##### Records for the exercise #####

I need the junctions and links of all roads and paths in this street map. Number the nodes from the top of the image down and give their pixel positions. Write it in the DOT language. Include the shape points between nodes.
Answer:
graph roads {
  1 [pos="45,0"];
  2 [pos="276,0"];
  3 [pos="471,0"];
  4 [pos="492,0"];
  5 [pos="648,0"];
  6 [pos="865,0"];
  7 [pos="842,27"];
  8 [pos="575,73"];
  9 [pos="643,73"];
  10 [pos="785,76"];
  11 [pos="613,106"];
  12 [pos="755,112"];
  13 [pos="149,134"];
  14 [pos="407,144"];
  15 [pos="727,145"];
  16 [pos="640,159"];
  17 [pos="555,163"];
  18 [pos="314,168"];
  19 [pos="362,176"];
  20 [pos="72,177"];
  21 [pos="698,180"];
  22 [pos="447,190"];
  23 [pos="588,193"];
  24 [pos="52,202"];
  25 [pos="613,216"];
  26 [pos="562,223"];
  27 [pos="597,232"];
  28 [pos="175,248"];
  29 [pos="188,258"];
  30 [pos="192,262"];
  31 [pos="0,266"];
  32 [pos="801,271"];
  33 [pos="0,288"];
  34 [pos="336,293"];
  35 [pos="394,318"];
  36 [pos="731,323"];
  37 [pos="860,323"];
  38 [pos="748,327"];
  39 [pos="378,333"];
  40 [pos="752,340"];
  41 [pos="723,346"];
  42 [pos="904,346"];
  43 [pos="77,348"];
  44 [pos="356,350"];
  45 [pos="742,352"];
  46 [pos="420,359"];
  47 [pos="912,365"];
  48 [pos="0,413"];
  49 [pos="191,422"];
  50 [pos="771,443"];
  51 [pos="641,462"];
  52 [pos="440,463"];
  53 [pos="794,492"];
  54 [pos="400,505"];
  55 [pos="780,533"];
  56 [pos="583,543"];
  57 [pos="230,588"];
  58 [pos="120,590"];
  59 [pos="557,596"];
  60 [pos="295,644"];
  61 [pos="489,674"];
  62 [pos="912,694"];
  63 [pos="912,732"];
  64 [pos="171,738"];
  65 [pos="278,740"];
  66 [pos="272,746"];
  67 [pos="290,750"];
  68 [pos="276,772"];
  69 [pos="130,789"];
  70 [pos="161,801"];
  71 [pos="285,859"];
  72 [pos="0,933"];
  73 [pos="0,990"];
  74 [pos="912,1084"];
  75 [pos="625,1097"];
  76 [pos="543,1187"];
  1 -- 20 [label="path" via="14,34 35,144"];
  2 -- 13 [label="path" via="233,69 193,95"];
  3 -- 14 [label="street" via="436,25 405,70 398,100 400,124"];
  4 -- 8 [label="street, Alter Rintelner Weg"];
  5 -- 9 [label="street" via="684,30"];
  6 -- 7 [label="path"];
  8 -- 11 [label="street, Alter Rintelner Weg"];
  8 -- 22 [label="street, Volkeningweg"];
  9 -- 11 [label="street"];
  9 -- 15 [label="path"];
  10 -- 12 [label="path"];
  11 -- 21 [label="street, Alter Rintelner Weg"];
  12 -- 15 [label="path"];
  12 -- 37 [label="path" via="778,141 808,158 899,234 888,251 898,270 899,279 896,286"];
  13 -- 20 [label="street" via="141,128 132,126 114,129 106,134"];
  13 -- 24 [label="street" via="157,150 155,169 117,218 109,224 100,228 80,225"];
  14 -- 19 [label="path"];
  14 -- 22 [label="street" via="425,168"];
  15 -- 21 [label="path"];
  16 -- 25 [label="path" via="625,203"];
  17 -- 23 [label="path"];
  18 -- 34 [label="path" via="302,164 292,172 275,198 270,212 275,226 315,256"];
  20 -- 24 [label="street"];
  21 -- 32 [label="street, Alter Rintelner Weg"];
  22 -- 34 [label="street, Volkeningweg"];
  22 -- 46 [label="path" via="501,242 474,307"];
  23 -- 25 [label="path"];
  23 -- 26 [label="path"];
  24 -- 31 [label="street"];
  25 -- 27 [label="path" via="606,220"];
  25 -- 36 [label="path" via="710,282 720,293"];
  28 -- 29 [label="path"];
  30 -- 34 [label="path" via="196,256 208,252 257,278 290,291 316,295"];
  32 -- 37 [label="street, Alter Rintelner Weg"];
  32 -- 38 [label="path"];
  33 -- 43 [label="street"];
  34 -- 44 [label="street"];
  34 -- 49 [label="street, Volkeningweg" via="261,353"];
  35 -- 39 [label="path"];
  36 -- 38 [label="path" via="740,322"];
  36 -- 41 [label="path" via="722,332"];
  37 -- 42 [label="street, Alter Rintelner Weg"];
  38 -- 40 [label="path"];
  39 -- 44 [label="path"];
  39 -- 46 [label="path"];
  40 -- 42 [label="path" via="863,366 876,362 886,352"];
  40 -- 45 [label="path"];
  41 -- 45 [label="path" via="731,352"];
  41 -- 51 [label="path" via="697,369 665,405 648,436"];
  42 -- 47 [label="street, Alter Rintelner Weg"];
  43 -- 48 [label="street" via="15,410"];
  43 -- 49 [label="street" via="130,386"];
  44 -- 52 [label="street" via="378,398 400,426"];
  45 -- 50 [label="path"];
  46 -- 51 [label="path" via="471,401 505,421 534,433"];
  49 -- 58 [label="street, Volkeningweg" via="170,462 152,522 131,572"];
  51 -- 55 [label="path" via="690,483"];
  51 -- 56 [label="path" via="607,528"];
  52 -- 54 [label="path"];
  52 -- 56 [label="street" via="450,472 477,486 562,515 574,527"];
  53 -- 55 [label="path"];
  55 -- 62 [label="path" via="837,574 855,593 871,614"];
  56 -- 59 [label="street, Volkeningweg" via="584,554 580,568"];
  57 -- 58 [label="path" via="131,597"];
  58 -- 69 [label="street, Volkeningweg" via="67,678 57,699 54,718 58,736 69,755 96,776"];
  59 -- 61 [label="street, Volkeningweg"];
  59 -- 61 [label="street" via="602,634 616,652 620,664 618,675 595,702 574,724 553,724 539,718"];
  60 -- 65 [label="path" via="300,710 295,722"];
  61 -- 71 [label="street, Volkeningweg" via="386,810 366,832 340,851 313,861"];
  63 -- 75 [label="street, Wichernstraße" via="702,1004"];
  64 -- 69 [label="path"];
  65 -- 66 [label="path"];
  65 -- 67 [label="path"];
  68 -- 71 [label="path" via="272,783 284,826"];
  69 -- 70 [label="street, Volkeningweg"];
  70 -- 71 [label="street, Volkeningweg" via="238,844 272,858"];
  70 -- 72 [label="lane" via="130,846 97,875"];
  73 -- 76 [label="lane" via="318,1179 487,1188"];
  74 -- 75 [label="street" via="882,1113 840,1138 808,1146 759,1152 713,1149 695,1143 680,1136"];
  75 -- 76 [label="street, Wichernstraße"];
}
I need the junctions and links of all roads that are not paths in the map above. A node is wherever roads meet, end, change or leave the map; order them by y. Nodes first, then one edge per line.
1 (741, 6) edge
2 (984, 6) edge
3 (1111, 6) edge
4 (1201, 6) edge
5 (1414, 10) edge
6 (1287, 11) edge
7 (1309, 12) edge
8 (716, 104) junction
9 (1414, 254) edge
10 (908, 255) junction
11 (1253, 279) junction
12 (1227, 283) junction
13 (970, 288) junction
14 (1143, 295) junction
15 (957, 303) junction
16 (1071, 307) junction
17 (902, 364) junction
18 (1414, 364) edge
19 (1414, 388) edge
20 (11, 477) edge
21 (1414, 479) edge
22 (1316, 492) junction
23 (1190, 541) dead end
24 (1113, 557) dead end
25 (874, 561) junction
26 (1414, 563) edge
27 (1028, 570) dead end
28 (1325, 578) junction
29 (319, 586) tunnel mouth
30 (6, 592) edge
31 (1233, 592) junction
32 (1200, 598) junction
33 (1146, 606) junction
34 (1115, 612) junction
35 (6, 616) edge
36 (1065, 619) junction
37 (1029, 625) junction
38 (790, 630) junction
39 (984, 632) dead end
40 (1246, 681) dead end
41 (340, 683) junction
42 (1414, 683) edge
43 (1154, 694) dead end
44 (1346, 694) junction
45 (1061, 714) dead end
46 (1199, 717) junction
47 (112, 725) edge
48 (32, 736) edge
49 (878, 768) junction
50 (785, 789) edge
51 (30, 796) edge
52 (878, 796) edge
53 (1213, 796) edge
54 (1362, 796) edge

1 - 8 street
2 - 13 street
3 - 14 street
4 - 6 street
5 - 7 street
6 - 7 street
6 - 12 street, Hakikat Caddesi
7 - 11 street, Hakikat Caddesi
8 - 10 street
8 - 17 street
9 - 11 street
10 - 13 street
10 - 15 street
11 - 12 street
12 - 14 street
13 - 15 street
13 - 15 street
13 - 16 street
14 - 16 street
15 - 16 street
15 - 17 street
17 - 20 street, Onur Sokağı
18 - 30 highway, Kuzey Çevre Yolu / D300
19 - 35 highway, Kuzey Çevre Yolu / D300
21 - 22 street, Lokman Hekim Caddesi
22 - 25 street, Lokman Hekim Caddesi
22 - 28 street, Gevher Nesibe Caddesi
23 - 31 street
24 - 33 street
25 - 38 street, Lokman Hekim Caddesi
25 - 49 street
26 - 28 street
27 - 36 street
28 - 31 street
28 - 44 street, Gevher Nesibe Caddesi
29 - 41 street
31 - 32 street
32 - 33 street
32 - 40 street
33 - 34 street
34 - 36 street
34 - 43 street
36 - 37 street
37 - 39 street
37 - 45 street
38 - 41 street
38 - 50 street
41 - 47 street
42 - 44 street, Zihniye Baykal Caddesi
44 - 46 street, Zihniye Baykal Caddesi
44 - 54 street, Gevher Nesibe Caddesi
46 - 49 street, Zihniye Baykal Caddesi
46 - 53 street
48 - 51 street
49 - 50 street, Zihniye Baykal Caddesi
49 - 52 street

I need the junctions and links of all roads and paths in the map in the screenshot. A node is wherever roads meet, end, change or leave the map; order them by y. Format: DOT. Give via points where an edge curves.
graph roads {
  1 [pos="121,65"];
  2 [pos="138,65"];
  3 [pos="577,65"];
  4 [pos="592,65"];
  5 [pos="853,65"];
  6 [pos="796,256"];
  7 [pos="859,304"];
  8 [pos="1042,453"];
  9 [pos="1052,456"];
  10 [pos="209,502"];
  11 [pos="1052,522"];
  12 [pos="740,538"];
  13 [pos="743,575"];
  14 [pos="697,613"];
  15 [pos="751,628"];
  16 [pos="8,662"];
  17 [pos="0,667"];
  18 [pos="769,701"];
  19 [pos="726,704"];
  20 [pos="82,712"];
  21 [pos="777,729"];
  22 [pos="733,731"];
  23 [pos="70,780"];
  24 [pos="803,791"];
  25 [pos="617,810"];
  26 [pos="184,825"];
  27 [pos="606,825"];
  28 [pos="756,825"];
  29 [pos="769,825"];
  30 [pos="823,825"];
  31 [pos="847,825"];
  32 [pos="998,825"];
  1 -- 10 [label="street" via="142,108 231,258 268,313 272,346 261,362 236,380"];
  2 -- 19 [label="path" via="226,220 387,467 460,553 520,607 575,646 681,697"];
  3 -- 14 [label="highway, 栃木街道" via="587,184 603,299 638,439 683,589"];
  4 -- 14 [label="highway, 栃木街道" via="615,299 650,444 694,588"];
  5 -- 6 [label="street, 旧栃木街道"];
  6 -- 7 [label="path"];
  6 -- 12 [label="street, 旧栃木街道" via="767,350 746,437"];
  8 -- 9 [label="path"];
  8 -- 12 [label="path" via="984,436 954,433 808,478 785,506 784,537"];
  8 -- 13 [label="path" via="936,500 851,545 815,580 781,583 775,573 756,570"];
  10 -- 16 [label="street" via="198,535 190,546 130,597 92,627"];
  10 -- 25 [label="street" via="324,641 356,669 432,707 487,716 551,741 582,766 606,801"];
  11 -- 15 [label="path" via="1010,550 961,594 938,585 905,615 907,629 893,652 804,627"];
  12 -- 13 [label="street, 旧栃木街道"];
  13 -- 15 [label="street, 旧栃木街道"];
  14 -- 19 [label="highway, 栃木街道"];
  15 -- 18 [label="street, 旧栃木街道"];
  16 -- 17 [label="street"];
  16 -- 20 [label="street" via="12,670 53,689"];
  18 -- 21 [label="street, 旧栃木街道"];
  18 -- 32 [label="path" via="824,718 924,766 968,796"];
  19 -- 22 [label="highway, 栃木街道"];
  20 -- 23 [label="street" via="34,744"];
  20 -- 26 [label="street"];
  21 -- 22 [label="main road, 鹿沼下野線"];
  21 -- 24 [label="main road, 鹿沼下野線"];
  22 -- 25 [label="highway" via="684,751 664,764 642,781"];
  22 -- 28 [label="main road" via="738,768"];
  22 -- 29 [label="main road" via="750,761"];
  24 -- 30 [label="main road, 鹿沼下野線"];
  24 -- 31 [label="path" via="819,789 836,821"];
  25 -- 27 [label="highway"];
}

#####

• **Work to complete**
What the answer needs is every line from the data above with "leave" in it.

• **Your response**
I need the junctions and links of all roads that are not paths in the map above. A node is wherever roads meet, end, change or leave the map; order them by y. Nodes first, then one edge per line.
I need the junctions and links of all roads and paths in the map in the screenshot. A node is wherever roads meet, end, change or leave the map; order them by y. Format: DOT. Give via points where an edge curves.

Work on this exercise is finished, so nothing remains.